* WHAT YOU SHOULD DO
Retype the entries below without any change.

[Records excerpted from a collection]
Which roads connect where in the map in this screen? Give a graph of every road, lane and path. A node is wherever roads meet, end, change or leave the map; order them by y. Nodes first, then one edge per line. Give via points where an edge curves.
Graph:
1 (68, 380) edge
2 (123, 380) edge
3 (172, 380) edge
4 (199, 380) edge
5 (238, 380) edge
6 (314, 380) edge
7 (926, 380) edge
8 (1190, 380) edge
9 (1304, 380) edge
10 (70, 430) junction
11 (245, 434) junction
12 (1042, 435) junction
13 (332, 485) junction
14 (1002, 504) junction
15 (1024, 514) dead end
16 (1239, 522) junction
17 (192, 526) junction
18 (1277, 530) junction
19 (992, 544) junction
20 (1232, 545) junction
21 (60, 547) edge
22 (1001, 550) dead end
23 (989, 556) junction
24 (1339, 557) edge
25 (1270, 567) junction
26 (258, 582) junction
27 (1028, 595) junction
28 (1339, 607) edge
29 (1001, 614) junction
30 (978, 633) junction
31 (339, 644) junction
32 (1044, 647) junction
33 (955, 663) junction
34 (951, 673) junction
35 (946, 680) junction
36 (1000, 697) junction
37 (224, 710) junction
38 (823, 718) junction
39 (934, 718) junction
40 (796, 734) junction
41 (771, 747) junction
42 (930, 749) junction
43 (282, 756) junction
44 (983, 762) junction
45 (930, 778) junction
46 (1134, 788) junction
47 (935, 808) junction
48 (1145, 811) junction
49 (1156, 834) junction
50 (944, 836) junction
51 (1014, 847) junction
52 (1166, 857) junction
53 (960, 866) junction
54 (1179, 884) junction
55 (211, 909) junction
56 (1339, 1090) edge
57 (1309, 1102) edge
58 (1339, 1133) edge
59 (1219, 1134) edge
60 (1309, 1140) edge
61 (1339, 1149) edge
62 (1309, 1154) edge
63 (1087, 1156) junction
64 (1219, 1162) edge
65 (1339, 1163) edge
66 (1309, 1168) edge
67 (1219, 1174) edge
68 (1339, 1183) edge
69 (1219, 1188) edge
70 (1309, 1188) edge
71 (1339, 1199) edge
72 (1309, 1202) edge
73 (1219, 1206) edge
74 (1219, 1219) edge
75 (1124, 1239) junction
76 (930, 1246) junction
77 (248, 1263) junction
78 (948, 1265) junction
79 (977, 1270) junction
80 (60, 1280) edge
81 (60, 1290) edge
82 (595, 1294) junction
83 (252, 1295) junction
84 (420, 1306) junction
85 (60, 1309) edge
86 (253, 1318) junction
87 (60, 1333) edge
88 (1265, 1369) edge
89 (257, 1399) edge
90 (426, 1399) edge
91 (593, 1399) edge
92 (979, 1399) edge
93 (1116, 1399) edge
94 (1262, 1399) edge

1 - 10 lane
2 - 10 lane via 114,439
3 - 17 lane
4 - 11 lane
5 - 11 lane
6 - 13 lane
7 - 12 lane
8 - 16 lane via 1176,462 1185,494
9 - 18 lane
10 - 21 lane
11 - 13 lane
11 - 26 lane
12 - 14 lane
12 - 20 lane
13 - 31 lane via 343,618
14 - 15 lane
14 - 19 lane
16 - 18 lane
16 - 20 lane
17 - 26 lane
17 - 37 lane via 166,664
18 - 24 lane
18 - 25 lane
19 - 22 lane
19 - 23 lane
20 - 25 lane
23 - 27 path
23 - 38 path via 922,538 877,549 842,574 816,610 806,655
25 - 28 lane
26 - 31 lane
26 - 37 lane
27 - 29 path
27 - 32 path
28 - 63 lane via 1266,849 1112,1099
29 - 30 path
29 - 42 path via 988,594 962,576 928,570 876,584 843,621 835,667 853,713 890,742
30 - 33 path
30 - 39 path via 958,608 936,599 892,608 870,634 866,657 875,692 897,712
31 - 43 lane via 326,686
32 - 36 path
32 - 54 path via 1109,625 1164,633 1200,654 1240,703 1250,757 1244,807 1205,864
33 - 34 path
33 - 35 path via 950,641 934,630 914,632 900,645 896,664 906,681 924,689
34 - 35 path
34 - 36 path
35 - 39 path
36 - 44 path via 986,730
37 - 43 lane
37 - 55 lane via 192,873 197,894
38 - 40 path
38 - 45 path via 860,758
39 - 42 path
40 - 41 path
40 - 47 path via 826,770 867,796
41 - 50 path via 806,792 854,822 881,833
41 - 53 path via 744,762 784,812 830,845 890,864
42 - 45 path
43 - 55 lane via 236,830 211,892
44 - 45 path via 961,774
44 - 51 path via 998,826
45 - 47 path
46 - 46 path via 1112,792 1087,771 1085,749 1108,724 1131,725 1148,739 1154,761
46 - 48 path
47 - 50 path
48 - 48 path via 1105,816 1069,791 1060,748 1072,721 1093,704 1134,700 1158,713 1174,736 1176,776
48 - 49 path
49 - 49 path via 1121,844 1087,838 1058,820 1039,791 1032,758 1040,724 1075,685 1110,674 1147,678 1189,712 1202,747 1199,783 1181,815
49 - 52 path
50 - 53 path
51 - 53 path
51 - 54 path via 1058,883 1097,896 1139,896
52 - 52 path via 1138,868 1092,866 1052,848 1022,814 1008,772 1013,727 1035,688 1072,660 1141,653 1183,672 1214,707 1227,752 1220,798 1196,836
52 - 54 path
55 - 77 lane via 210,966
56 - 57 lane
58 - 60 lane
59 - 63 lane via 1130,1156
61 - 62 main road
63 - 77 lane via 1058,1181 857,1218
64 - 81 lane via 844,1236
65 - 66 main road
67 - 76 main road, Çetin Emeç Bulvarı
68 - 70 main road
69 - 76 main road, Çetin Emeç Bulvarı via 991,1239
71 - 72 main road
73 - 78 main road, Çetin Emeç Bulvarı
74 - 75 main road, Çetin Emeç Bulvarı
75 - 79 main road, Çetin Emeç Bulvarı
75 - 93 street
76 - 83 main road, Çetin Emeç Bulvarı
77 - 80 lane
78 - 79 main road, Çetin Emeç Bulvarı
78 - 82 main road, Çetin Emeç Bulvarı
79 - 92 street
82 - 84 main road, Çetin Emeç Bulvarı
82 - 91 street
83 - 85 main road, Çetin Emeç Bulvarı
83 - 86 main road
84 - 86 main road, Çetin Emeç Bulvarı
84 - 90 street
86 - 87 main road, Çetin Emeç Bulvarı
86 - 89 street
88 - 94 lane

* COMPLETED EXERCISE
Which roads connect where in the map in this screen? Give a graph of every road, lane and path. A node is wherever roads meet, end, change or leave the map; order them by y. Nodes first, then one edge per line. Give via points where an edge curves.
Graph:
1 (68, 380) edge
2 (123, 380) edge
3 (172, 380) edge
4 (199, 380) edge
5 (238, 380) edge
6 (314, 380) edge
7 (926, 380) edge
8 (1190, 380) edge
9 (1304, 380) edge
10 (70, 430) junction
11 (245, 434) junction
12 (1042, 435) junction
13 (332, 485) junction
14 (1002, 504) junction
15 (1024, 514) dead end
16 (1239, 522) junction
17 (192, 526) junction
18 (1277, 530) junction
19 (992, 544) junction
20 (1232, 545) junction
21 (60, 547) edge
22 (1001, 550) dead end
23 (989, 556) junction
24 (1339, 557) edge
25 (1270, 567) junction
26 (258, 582) junction
27 (1028, 595) junction
28 (1339, 607) edge
29 (1001, 614) junction
30 (978, 633) junction
31 (339, 644) junction
32 (1044, 647) junction
33 (955, 663) junction
34 (951, 673) junction
35 (946, 680) junction
36 (1000, 697) junction
37 (224, 710) junction
38 (823, 718) junction
39 (934, 718) junction
40 (796, 734) junction
41 (771, 747) junction
42 (930, 749) junction
43 (282, 756) junction
44 (983, 762) junction
45 (930, 778) junction
46 (1134, 788) junction
47 (935, 808) junction
48 (1145, 811) junction
49 (1156, 834) junction
50 (944, 836) junction
51 (1014, 847) junction
52 (1166, 857) junction
53 (960, 866) junction
54 (1179, 884) junction
55 (211, 909) junction
56 (1339, 1090) edge
57 (1309, 1102) edge
58 (1339, 1133) edge
59 (1219, 1134) edge
60 (1309, 1140) edge
61 (1339, 1149) edge
62 (1309, 1154) edge
63 (1087, 1156) junction
64 (1219, 1162) edge
65 (1339, 1163) edge
66 (1309, 1168) edge
67 (1219, 1174) edge
68 (1339, 1183) edge
69 (1219, 1188) edge
70 (1309, 1188) edge
71 (1339, 1199) edge
72 (1309, 1202) edge
73 (1219, 1206) edge
74 (1219, 1219) edge
75 (1124, 1239) junction
76 (930, 1246) junction
77 (248, 1263) junction
78 (948, 1265) junction
79 (977, 1270) junction
80 (60, 1280) edge
81 (60, 1290) edge
82 (595, 1294) junction
83 (252, 1295) junction
84 (420, 1306) junction
85 (60, 1309) edge
86 (253, 1318) junction
87 (60, 1333) edge
88 (1265, 1369) edge
89 (257, 1399) edge
90 (426, 1399) edge
91 (593, 1399) edge
92 (979, 1399) edge
93 (1116, 1399) edge
94 (1262, 1399) edge

1 - 10 lane
2 - 10 lane via 114,439
3 - 17 lane
4 - 11 lane
5 - 11 lane
6 - 13 lane
7 - 12 lane
8 - 16 lane via 1176,462 1185,494
9 - 18 lane
10 - 21 lane
11 - 13 lane
11 - 26 lane
12 - 14 lane
12 - 20 lane
13 - 31 lane via 343,618
14 - 15 lane
14 - 19 lane
16 - 18 lane
16 - 20 lane
17 - 26 lane
17 - 37 lane via 166,664
18 - 24 lane
18 - 25 lane
19 - 22 lane
19 - 23 lane
20 - 25 lane
23 - 27 path
23 - 38 path via 922,538 877,549 842,574 816,610 806,655
25 - 28 lane
26 - 31 lane
26 - 37 lane
27 - 29 path
27 - 32 path
28 - 63 lane via 1266,849 1112,1099
29 - 30 path
29 - 42 path via 988,594 962,576 928,570 876,584 843,621 835,667 853,713 890,742
30 - 33 path
30 - 39 path via 958,608 936,599 892,608 870,634 866,657 875,692 897,712
31 - 43 lane via 326,686
32 - 36 path
32 - 54 path via 1109,625 1164,633 1200,654 1240,703 1250,757 1244,807 1205,864
33 - 34 path
33 - 35 path via 950,641 934,630 914,632 900,645 896,664 906,681 924,689
34 - 35 path
34 - 36 path
35 - 39 path
36 - 44 path via 986,730
37 - 43 lane
37 - 55 lane via 192,873 197,894
38 - 40 path
38 - 45 path via 860,758
39 - 42 path
40 - 41 path
40 - 47 path via 826,770 867,796
41 - 50 path via 806,792 854,822 881,833
41 - 53 path via 744,762 784,812 830,845 890,864
42 - 45 path
43 - 55 lane via 236,830 211,892
44 - 45 path via 961,774
44 - 51 path via 998,826
45 - 47 path
46 - 46 path via 1112,792 1087,771 1085,749 1108,724 1131,725 1148,739 1154,761
46 - 48 path
47 - 50 path
48 - 48 path via 1105,816 1069,791 1060,748 1072,721 1093,704 1134,700 1158,713 1174,736 1176,776
48 - 49 path
49 - 49 path via 1121,844 1087,838 1058,820 1039,791 1032,758 1040,724 1075,685 1110,674 1147,678 1189,712 1202,747 1199,783 1181,815
49 - 52 path
50 - 53 path
51 - 53 path
51 - 54 path via 1058,883 1097,896 1139,896
52 - 52 path via 1138,868 1092,866 1052,848 1022,814 1008,772 1013,727 1035,688 1072,660 1141,653 1183,672 1214,707 1227,752 1220,798 1196,836
52 - 54 path
55 - 77 lane via 210,966
56 - 57 lane
58 - 60 lane
59 - 63 lane via 1130,1156
61 - 62 main road
63 - 77 lane via 1058,1181 857,1218
64 - 81 lane via 844,1236
65 - 66 main road
67 - 76 main road, Çetin Emeç Bulvarı
68 - 70 main road
69 - 76 main road, Çetin Emeç Bulvarı via 991,1239
71 - 72 main road
73 - 78 main road, Çetin Emeç Bulvarı
74 - 75 main road, Çetin Emeç Bulvarı
75 - 79 main road, Çetin Emeç Bulvarı
75 - 93 street
76 - 83 main road, Çetin Emeç Bulvarı
77 - 80 lane
78 - 79 main road, Çetin Emeç Bulvarı
78 - 82 main road, Çetin Emeç Bulvarı
79 - 92 street
82 - 84 main road, Çetin Emeç Bulvarı
82 - 91 street
83 - 85 main road, Çetin Emeç Bulvarı
83 - 86 main road
84 - 86 main road, Çetin Emeç Bulvarı
84 - 90 street
86 - 87 main road, Çetin Emeç Bulvarı
86 - 89 street
88 - 94 lane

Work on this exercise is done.